The centers’ unique technologies allow crime analysts to access, search and mine data on a multitude of databases. Intelligence generated by the Crime Analysis Centers enables law enforcement executives to make decisions about tactical day-to-day police deployment and long-term planning, provides investigators with leads to solve crimes and gives officers on the street crucial information that keeps them, and the public, safer.

The Crime Analysis Centers build upon partnerships established under Operation IMPACT, and expand the key philosophies of that initiative – accurate use of timely crime data, use of technology to complement and enhance traditional crime-fighting strategies.  
SPAWN: That sounds great. But what if anything is the state doing for those communities that are not IMPACT sites? After all, IMPACT only covers 17 counties. Eileen would you like to address this?

LANGER: I’d be happy to. IMPACT does only focus on 17 counties and it was designed that way for a reason. When you’re looking to reduce overall crime statewide, you need to target the areas that make up most of that crime. The 17 IMPACT counties account for more than 80 percent of the statewide crime volume outside of NYC.  We created IMPACT Tools for the smaller counties upstate that do not have the volume of crime of the 17 larger IMPACT counties, but do have crime problems that we can help address through our program.   

SPAWN: What is IMPACT Tools?

LANGER: IMPACT Tools is designed to extend the key principles of Operation IMPACT – such as intelligence-based policing, partnerships among law enforcement agencies and timely use of accurate crime data – to suburban and rural areas so they can identify trends and develop and implement effective strategies to tackle violent and drug crimes that tear at the fabric of their communities.

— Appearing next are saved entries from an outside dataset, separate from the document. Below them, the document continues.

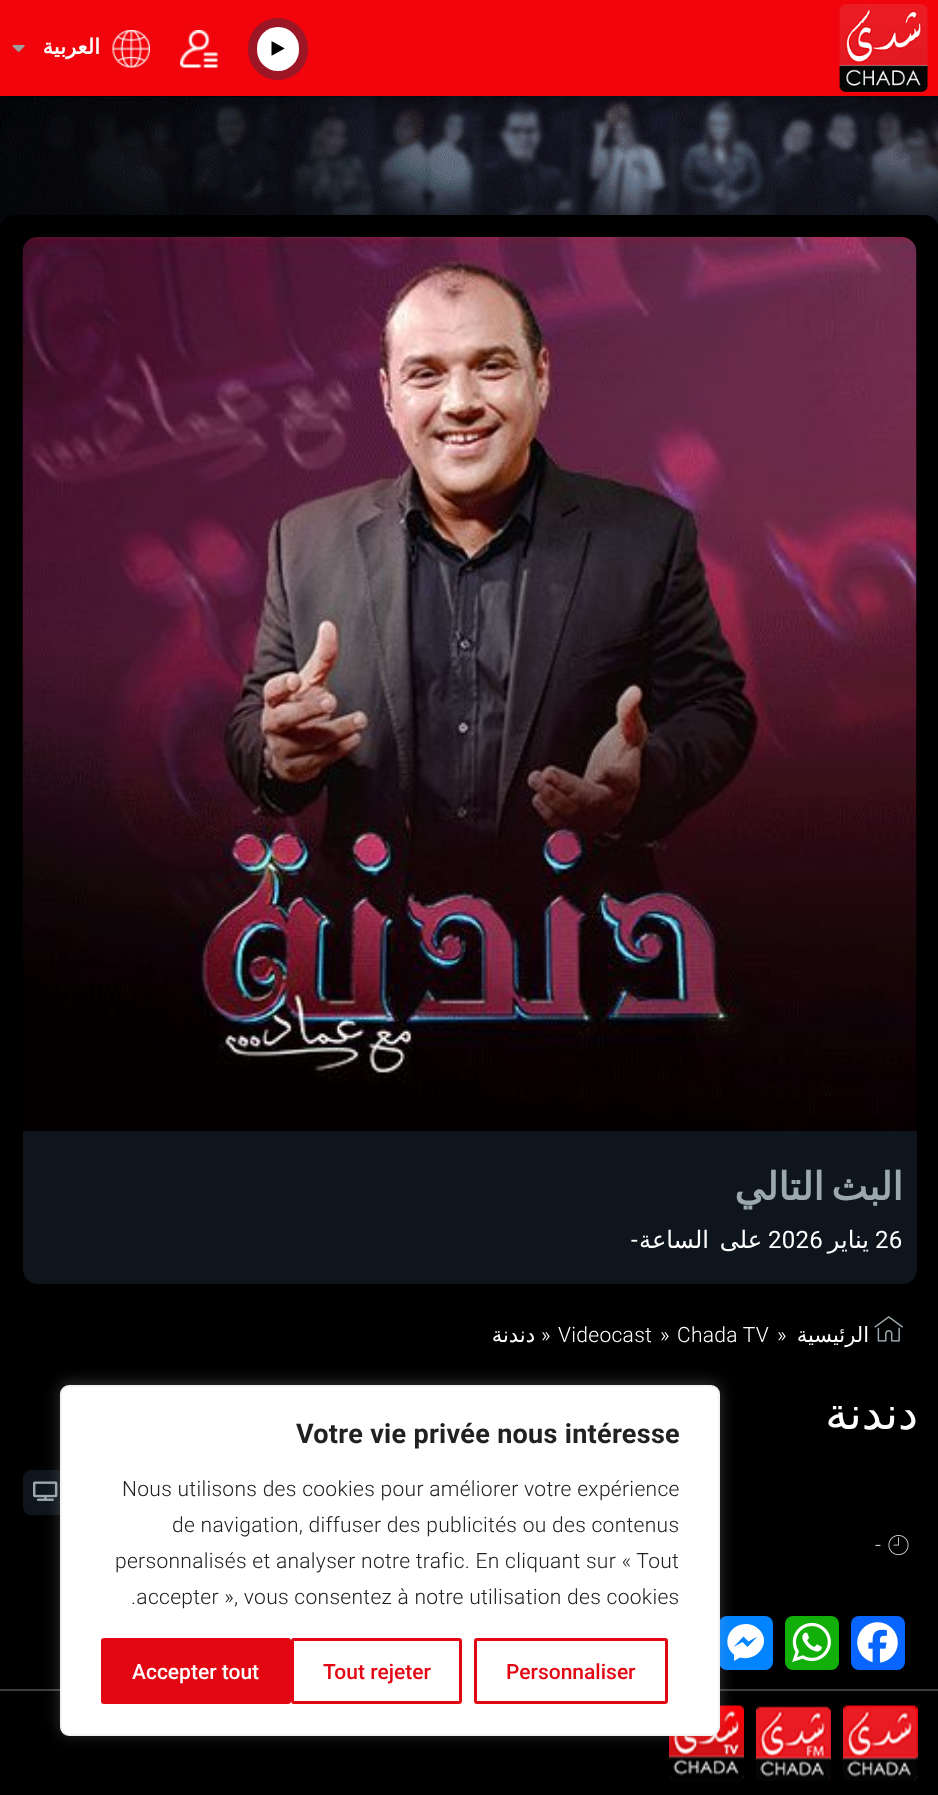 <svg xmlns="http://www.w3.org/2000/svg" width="938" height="1795">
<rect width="100%" height="100%" fill="#f1040b"/>
<image x="12" y="45" width="13" height="7" href="media/1.png"/>
<text x="100" y="54" style="font-family:DejaVu Sans;font-size:21px;font-weight:bold;letter-spacing:0.3px;direction:rtl;fill:#fff">العربية</text>
<image x="112" y="30" width="38" height="38" href="media/2.png"/>
<image x="180" y="30" width="38" height="38" href="media/3.png"/>
<rect x="248" y="18" width="60" height="62" rx="30" fill="#9c1625"/>
<rect x="257" y="27" width="42" height="44" rx="21" fill="#fff"/>
<image x="271" y="41" width="14" height="15" href="media/4.png"/>
<image x="839" y="4" width="89" height="88" href="media/5.png"/>
<image x="0" y="96" width="938" height="134" href="media/6.png"/>
<rect y="215" width="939" height="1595" rx="15" fill="#000"/>
<image x="22" y="237" width="895" height="894" href="media/7.png"/>
<path d="M23 1131h894v138c0 8.5-6.5 15-15 15h-864c-8.5 0-15-6.5-15-15z" fill="#0e151c"/>
<text x="903" y="1200" word-spacing="-5" style="font-family:DejaVu Sans;font-size:38.5px;font-weight:bold;letter-spacing:0.3px;direction:rtl;fill:#9ca8b0">البث التالي</text>
<text x="631" y="1248" style="font-family:Roboto;font-size:24px;letter-spacing:0.3px;fill:#fff">-</text>
<text x="709" y="1248" style="font-family:DejaVu Sans;font-size:24px;letter-spacing:0.3px;direction:rtl;fill:#fff">الساعة</text>
<text x="762" y="1248" style="font-family:DejaVu Sans;font-size:24px;letter-spacing:0.3px;direction:rtl;fill:#fff">على</text>
<text x="768" y="1248" style="font-family:Roboto;font-size:24px;letter-spacing:0.3px;fill:#fff">2026</text>
<text x="869" y="1248" style="font-family:DejaVu Sans;font-size:24px;letter-spacing:0.3px;direction:rtl;fill:#fff">يناير</text>
<text x="875" y="1248" style="font-family:Roboto;font-size:24px;letter-spacing:0.3px;fill:#fff">26</text>
<text x="535" y="1342" style="font-family:DejaVu Sans;font-size:21px;letter-spacing:0.3px;direction:rtl;fill:#fff">دندنة</text>
<text x="541" y="1342" style="font-family:Roboto;font-size:21px;font-weight:300;letter-spacing:0.3px;fill:#fff">»</text>
<text x="558" y="1342" style="font-family:Roboto;font-size:21px;font-weight:300;letter-spacing:0.3px;fill:#fff">Videocast</text>
<text x="660" y="1342" style="font-family:Roboto;font-size:21px;font-weight:300;letter-spacing:0.3px;fill:#fff">»</text>
<text x="677" y="1342" style="font-family:Roboto;font-size:21px;font-weight:300;letter-spacing:0.3px;fill:#fff">Chada TV</text>
<text x="777" y="1342" style="font-family:Roboto;font-size:21px;font-weight:300;letter-spacing:0.3px;fill:#fff">»</text>
<text x="869" y="1342" style="font-family:DejaVu Sans;font-size:21px;letter-spacing:0.3px;direction:rtl;fill:#fff">الرئيسية</text>
<image x="874" y="1316" width="29" height="26" href="media/8.png"/>
<text x="918" y="1429" style="font-family:DejaVu Sans;font-size:45px;letter-spacing:0.3px;direction:rtl;fill:#fff">دندنة</text>
<rect x="23" y="1470" width="223" height="45" rx="8" fill="#0e151c"/>
<image x="33" y="1481" width="25" height="20" href="media/9.png"/>
<text x="875" y="1552" style="font-family:Roboto;font-size:21px;font-weight:300;letter-spacing:0.3px;fill:#dbdbdb">-</text>
<image x="888" y="1535" width="21" height="21" href="media/10.png"/>
<rect x="719" y="1616" width="54" height="54" rx="8" fill="#0084ff"/>
<path d="M745.5 1624c-16.5 0-25 20-11.5 30.5v6.5l6-3.5c17.5 5 32.5-15.5 18.5-28.5c-3.5-3.5-8-5-13-5m2 23l-5-5l-9 5l10-10.5l5 5l9-5z" fill="#fff"/>
<rect x="785" y="1616" width="54" height="54" rx="8" fill="#12af0a"/>
<image x="792" y="1622" width="39" height="40" href="media/11.png"/>
<rect x="851" y="1616" width="54" height="54" rx="8" fill="#0866ff"/>
<image x="857" y="1622" width="41" height="41" href="media/12.png"/>
<rect y="1689" width="938" height="2" fill="#3e3e3e"/>
<image x="669" y="1705" width="75" height="76" href="media/13.png"/>
<rect x="60" y="1383" width="660" height="351" rx="9" fill="#acabab4d" filter="blur(7.5px)"/>
<rect x="61" y="1386" width="658" height="349" rx="8" fill="#fff" stroke="#f4f4f4" stroke-width="2"/>
<text x="296" y="1443" style="font-family:Roboto;font-size:27px;font-weight:bold;letter-spacing:0.3px;fill:#212121">Votre vie privée nous intéresse</text>
<text x="122" y="1496" style="font-family:Roboto;font-size:21px;font-weight:300;letter-spacing:0.3px;fill:#212121">Nous utilisons des cookies pour améliorer votre expérience</text>
<text x="172" y="1532" style="font-family:Roboto;font-size:21px;font-weight:300;letter-spacing:0.3px;fill:#212121">de navigation, diffuser des publicités ou des contenus</text>
<text x="115" y="1568" style="font-family:Roboto;font-size:21px;font-weight:300;letter-spacing:0.3px;fill:#212121">personnalisés et analyser notre trafic. En cliquant sur « Tout</text>
<text x="131" y="1604" style="font-family:Roboto;font-size:21px;font-weight:300;letter-spacing:0.3px;fill:#212121">.accepter », vous consentez à notre utilisation des cookies</text>
<rect x="102.5" y="1639.5" width="187" height="63" rx="1.5" fill="#e30613" stroke="#e30613" stroke-width="3"/>
<text x="132" y="1679" style="font-family:Roboto;font-size:21px;font-weight:500;fill:#fff">Accepter tout</text>
<rect x="292.5" y="1639.5" width="168" height="63" rx="1.5" fill="none" stroke="#e30613" stroke-width="3"/>
<text x="323" y="1679" style="font-family:Roboto;font-size:21px;font-weight:500;fill:#e30613">Tout rejeter</text>
<rect x="475.5" y="1639.5" width="191" height="63" rx="1.5" fill="none" stroke="#e30613" stroke-width="3"/>
<text x="506" y="1679" style="font-family:Roboto;font-size:21px;font-weight:500;fill:#e30613">Personnaliser</text>
<image x="756" y="1706" width="75" height="75" href="media/14.png"/>
<image x="843" y="1705" width="75" height="76" href="media/15.png"/>
</svg>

The 40 counties outside of New York City that do not participate in Operation IMPACT – or municipalities within IMPACT counties that are currently not part of that initiative – are eligible to apply for funding.

SPAWN: Commissioner Byrne, Eileen Langer, thank you for being with us today. Through IMPACT and IMPACT Tools, New York State is working with localities to fight crime and make our communities safe places to live, work, and raise our families.